Mohammed Basil

Personal information
- Full name: Mohammed Basil Morssinganakath
- Nationality: Indian
- Born: 28 February 2005 (age 21) Veliyancode, Malappuram district, Kerala, India

Sport
- Sport: Para-athletics
- Disability class: T47
- Event: 100 metres

Medal record
Men's para-athletics
Representing India
Athletics at the Commonwealth Games
| Silver medal – second place | 2026 Glasgow | 100 m T47 |

= Mohammed Basil =

Indian para-athlete

Mohammed Basil Morssinganakath (born 28 February 2005) is an Indian para-athlete who competes in the T47 classification in the 100 metres.
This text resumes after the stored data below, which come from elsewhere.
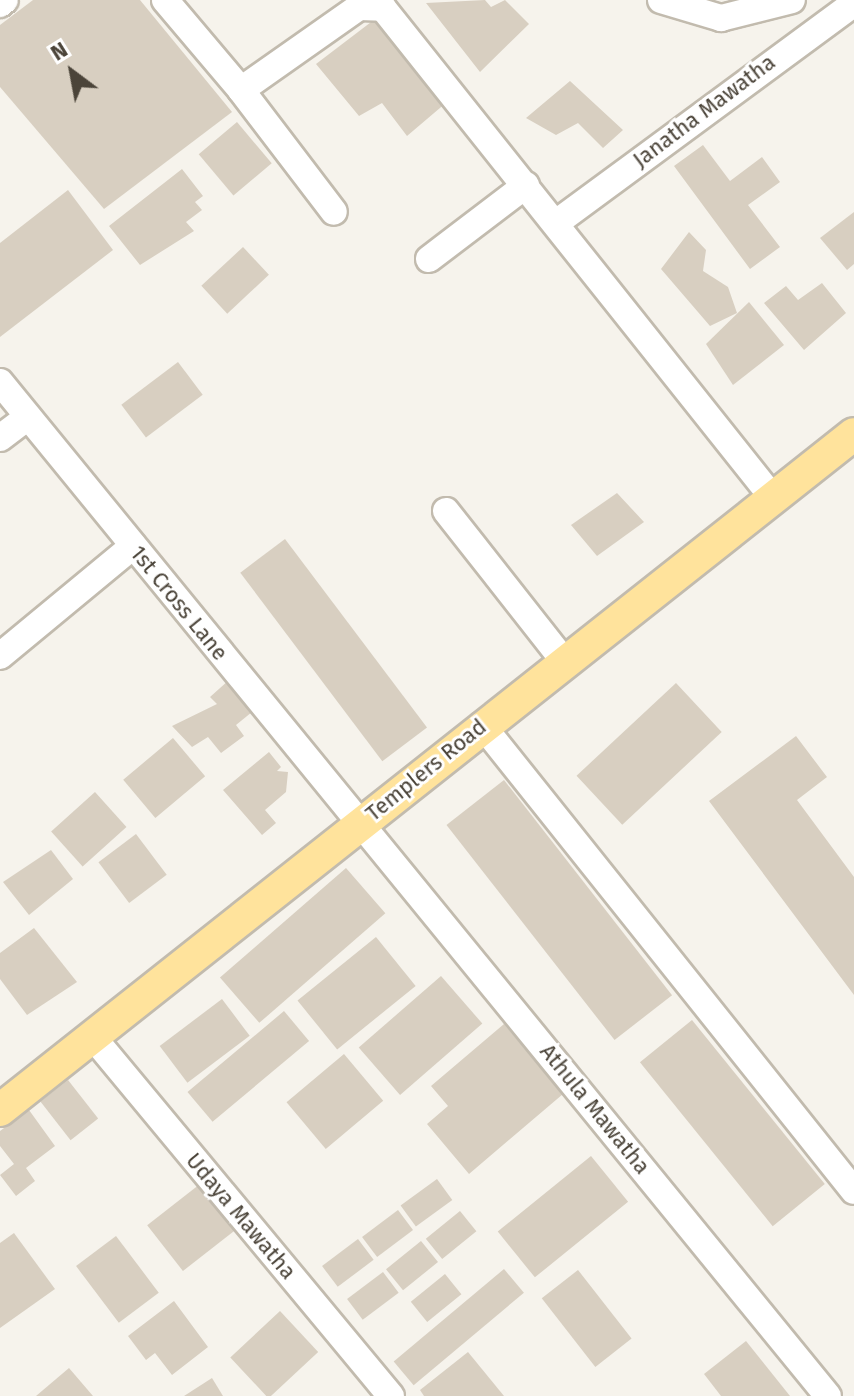 <!DOCTYPE html>
<html>
<head>
<meta charset="utf-8">
<style>
  body { margin:0 }
  #map { position:relative; width:854px; height:1396px; overflow:hidden; background:#f6f3ec; font-family:"Fira Sans",sans-serif }
  div>[style] { position:absolute }
  .building>* { inset:0; background:#d8cfc1; transform-origin:0 0 }
  .roads { filter:drop-shadow(2px 0 #c2bbae) drop-shadow(-2px 0 #c2bbae) drop-shadow(0 2px #c2bbae) drop-shadow(0 -2px #c2bbae) }
  .minor>* { height:26px; margin:-13px; padding:0 13px; transform-origin:13px; border-radius:13px; background:#fff }
  .major>* { height:32px; margin:-16px; padding:0 16px; transform-origin:16px; border-radius:16px; background:#ffe39c }
  span { translate:-50% -50%; white-space:nowrap; text-align:center; line-height:1.15; -webkit-text-stroke:6px #fff; paint-order:stroke }
  .street-label { font-size:22px; color:#4b4439 }
  .north { position:absolute; left:32px; top:32px; width:80px; height:80px; -webkit-text-stroke:6px #fff; paint-order:stroke; rotate:328deg; font-size:22px; font-weight:700; line-height:32px; text-align:center; color:#4b4439 }
  .north::after { content:''; display:block; margin:auto; width:28px; height:36px; background:#4b4439; clip-path:polygon(50% 0,100% 100%,50% 72%,0 100%) }
</style>
</head>
<body>
<div id="map">
  <div class="building">
    <div style="clip-path:polygon(33px 0,140px 0,232px 112px,104px 209px,0 87px,0 25px)"></div>
    <div style="clip-path:polygon(485px 0,491px 7px,505px 0,529px 24px,480px 72px,426px 3px)"></div>
    <div style="clip-path:polygon(379px 16px,447px 102px,407px 136px,382px 103px,359px 116px,316px 64px)"></div>
    <div style="clip-path:polygon(570px 81px,623px 130px,603px 148px,578px 123px,556px 135px,526px 118px)"></div>
    <div style="left:237px;top:122px;width:54px;height:50px;rotate:50deg"></div>
    <div style="clip-path:polygon(703px 145px,730px 181px,762px 157px,780px 182px,748px 205px,780px 247px,750px 269px,674px 166px)"></div>
    <div style="clip-path:polygon(182px 169px,203px 196px,195px 202px,202px 210px,186px 222px,194px 231px,140px 265px,109px 226px)"></div>
    <div style="clip-path:polygon(68px 190px,113px 250px,0 337px,0 243px)"></div>
    <div style="clip-path:polygon(854px 212px,854px 264px,847px 270px,820px 238px)"></div>
    <div style="clip-path:polygon(689px 232px,706px 250px,703px 271px,728px 287px,737px 313px,710px 326px,661px 269px)"></div>
    <div style="left:243px;top:247px;width:38px;height:57px;rotate:47deg"></div>
    <div style="clip-path:polygon(822px 283px,846px 313px,804px 350px,764px 303px,786px 286px,798px 300px)"></div>
    <div style="clip-path:polygon(749px 302px,784px 345px,733px 385px,706px 344px)"></div>
    <div style="left:178px;top:362px;width:41px;height:71px;rotate:53deg"></div>
    <div style="clip-path:polygon(617px 493px,644px 522px,597px 556px,571px 525px)"></div>
    <div style="left:285px;top:539px;width:236px;height:56px;rotate:53deg"></div>
    <div style="clip-path:polygon(229px 680px,252px 712px,236px 725px,244px 736px,221px 753px,208px 737px,192px 747px,172px 726px,217px 704px,210px 697px)"></div>
    <div style="left:676px;top:683px;width:67px;height:136px;rotate:47deg"></div>
    <div style="clip-path:polygon(796px 736px,827px 777px,797px 800px,854px 877px,854px 995px,709px 801px)"></div>
    <div style="left:173px;top:738px;width:50px;height:65px;rotate:50deg"></div>
    <div style="clip-path:polygon(269px 752px,281px 767px,277px 771px,288px 772px,286px 792px,265px 810px,276px 823px,262px 835px,223px 790px)"></div>
    <div style="left:504px;top:780px;width:273px;height:73px;rotate:52deg"></div>
    <div style="left:95px;top:792px;width:47px;height:59px;rotate:48deg"></div>
    <div style="left:136px;top:834px;width:51px;height:47px;rotate:53deg"></div>
    <div style="clip-path:polygon(51px 850px,73px 879px,29px 915px,3px 882px)"></div>
    <div style="left:346px;top:868px;width:60px;height:167px;rotate:49deg"></div>
    <div style="clip-path:polygon(34px 928px,77px 982px,27px 1015px,0 979px,0 953px)"></div>
    <div style="left:376px;top:937px;width:63px;height:101px;rotate:51deg"></div>
    <div style="left:441px;top:976px;width:63px;height:109px;rotate:49deg"></div>
    <div style="left:222px;top:999px;width:46px;height:78px;rotate:53deg"></div>
    <div style="left:284px;top:1011px;width:39px;height:126px;rotate:50deg"></div>
    <div style="left:692px;top:1020px;width:211px;height:67px;rotate:51deg"></div>
    <div style="clip-path:polygon(504px 1024px,563px 1094px,469px 1174px,427px 1124px,448px 1106px,431px 1086px)"></div>
    <div style="left:344px;top:1054px;width:61px;height:75px;rotate:50deg"></div>
    <div style="left:68px;top:1080px;width:49px;height:35px;rotate:52deg"></div>
    <div style="clip-path:polygon(29px 1110px,55px 1146px,26px 1168px,35px 1181px,16px 1196px,0 1175px,14px 1164px,0 1146px,0 1131px)"></div>
    <div style="left:591px;top:1156px;width:59px;height:120px;rotate:51deg"></div>
    <div style="left:437px;top:1179px;width:26px;height:45px;rotate:54deg"></div>
    <div style="left:200px;top:1184px;width:58px;height:67px;rotate:52deg"></div>
    <div style="left:398px;top:1210px;width:25px;height:45px;rotate:53deg"></div>
    <div style="left:460px;top:1211px;width:26px;height:44px;rotate:51deg"></div>
    <div style="clip-path:polygon(14px 1233px,55px 1289px,0 1328px,0 1243px)"></div>
    <div style="left:116px;top:1236px;width:71px;height:50px;rotate:53deg"></div>
    <div style="left:358px;top:1239px;width:26px;height:45px;rotate:53deg"></div>
    <div style="left:421px;top:1241px;width:27px;height:45px;rotate:51deg"></div>
    <div style="left:504px;top:1269px;width:31px;height:144px;rotate:50deg"></div>
    <div style="left:578px;top:1270px;width:87px;height:46px;rotate:52deg"></div>
    <div style="left:383px;top:1272px;width:26px;height:45px;rotate:53deg"></div>
    <div style="left:445px;top:1274px;width:26px;height:44px;rotate:51deg"></div>
    <div style="clip-path:polygon(174px 1301px,208px 1347px,172px 1375px,155px 1353px,146px 1360px,128px 1336px)"></div>
    <div style="left:280px;top:1311px;width:56px;height:68px;rotate:47deg"></div>
    <div style="clip-path:polygon(746px 1341px,790px 1396px,721px 1396px,704px 1374px)"></div>
    <div style="clip-path:polygon(468px 1352px,504px 1396px,424px 1396px,420px 1390px)"></div>
    <div style="clip-path:polygon(69px 1368px,93px 1396px,36px 1396px)"></div>
    <div style="clip-path:polygon(212px 1378px,223px 1396px,184px 1396px)"></div>
  </div>
  <div class="roads">
    <div class="minor">
      <div style="left:165px;top:0;width:118px;rotate:49.8deg"></div>
      <div style="left:241px;top:90px;width:144px;rotate:-35.1deg"></div>
      <div style="left:359px;top:7px;width:24px;rotate:2deg"></div>
      <div style="left:383px;top:8px;width:626px;rotate:51.48deg"></div>
      <div style="left:661px;top:0;width:63px;rotate:16.7deg"></div>
      <div style="left:721px;top:18px;width:73px;rotate:-14.2deg"></div>
      <div style="left:0;top:4px;width:6px;rotate:-39deg"></div>
      <div style="left:241px;top:90px;width:153px;rotate:52.7deg"></div>
      <div style="left:556px;top:223px;width:370px;rotate:-36.4deg"></div>
      <div style="left:429px;top:259px;width:122px;rotate:-37.3deg"></div>
      <div style="left:0;top:382px;width:1309px;rotate:50.77deg"></div>
      <div style="left:0;top:438px;width:35px;rotate:-37deg"></div>
      <div style="left:446px;top:511px;width:191px;rotate:51.8deg"></div>
      <div style="left:0;top:656px;width:173px;rotate:-39.6deg"></div>
      <div style="left:482px;top:725px;width:596px;rotate:51.4deg"></div>
      <div style="left:92px;top:1036px;width:468px;rotate:50.3deg"></div>
    </div>
    <div class="major">
      <div style="left:0;top:1110px;width:1089px;rotate:-38.36deg"></div>
    </div>
  </div>
  <div class="street-label">
    <span style="left:704px;top:111px;rotate:-37deg">Janatha Mawatha</span>
    <span style="left:179px;top:603px;rotate:51deg">1st Cross Lane</span>
    <span style="left:426px;top:770px;rotate:-39deg">Templers Road</span>
    <span style="left:595px;top:1109px;rotate:51deg">Athula Mawatha</span>
    <span style="left:241px;top:1216px;rotate:50deg">Udaya Mawatha</span>
  </div>
  <div class="north">N</div>
</div>
</body>
</html>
He won the silver medal in the men's 100 metres T47 event at the 2026 Commonwealth Games.

==Early life==
Mohammed Basil was born on 28 February 2005 in Veliyancode in Malappuram district, Kerala. He took up para-athletics at a young age and later joined the Sports Authority of India's National Centre of Excellence in Thiruvananthapuram, where he trained as a sprinter. He was born without a limb and competes in the T47 for athletes with upper limb impairment.

==Career==
In June 2025, Basil won the gold medal in the men's 100 metres T47 event at the World Para Athletics Grand Prix in Paris. In February 2026, he established a new Asian record of 10.63 seconds in the men's 100 metres T47 at the Indian Open in Bengaluru. He was part of the Indian contingent for the 2026 Commonwealth Games in Glasgow. In the men's 100 metres T47 final, he clocked 10.83 seconds to win the silver medal behind compatriot Dilip Gavit, who set a Commonwealth Games record. The result gave India a one-two finish in the event, the first such instance at the para-athletics events in the Commonwealth Games.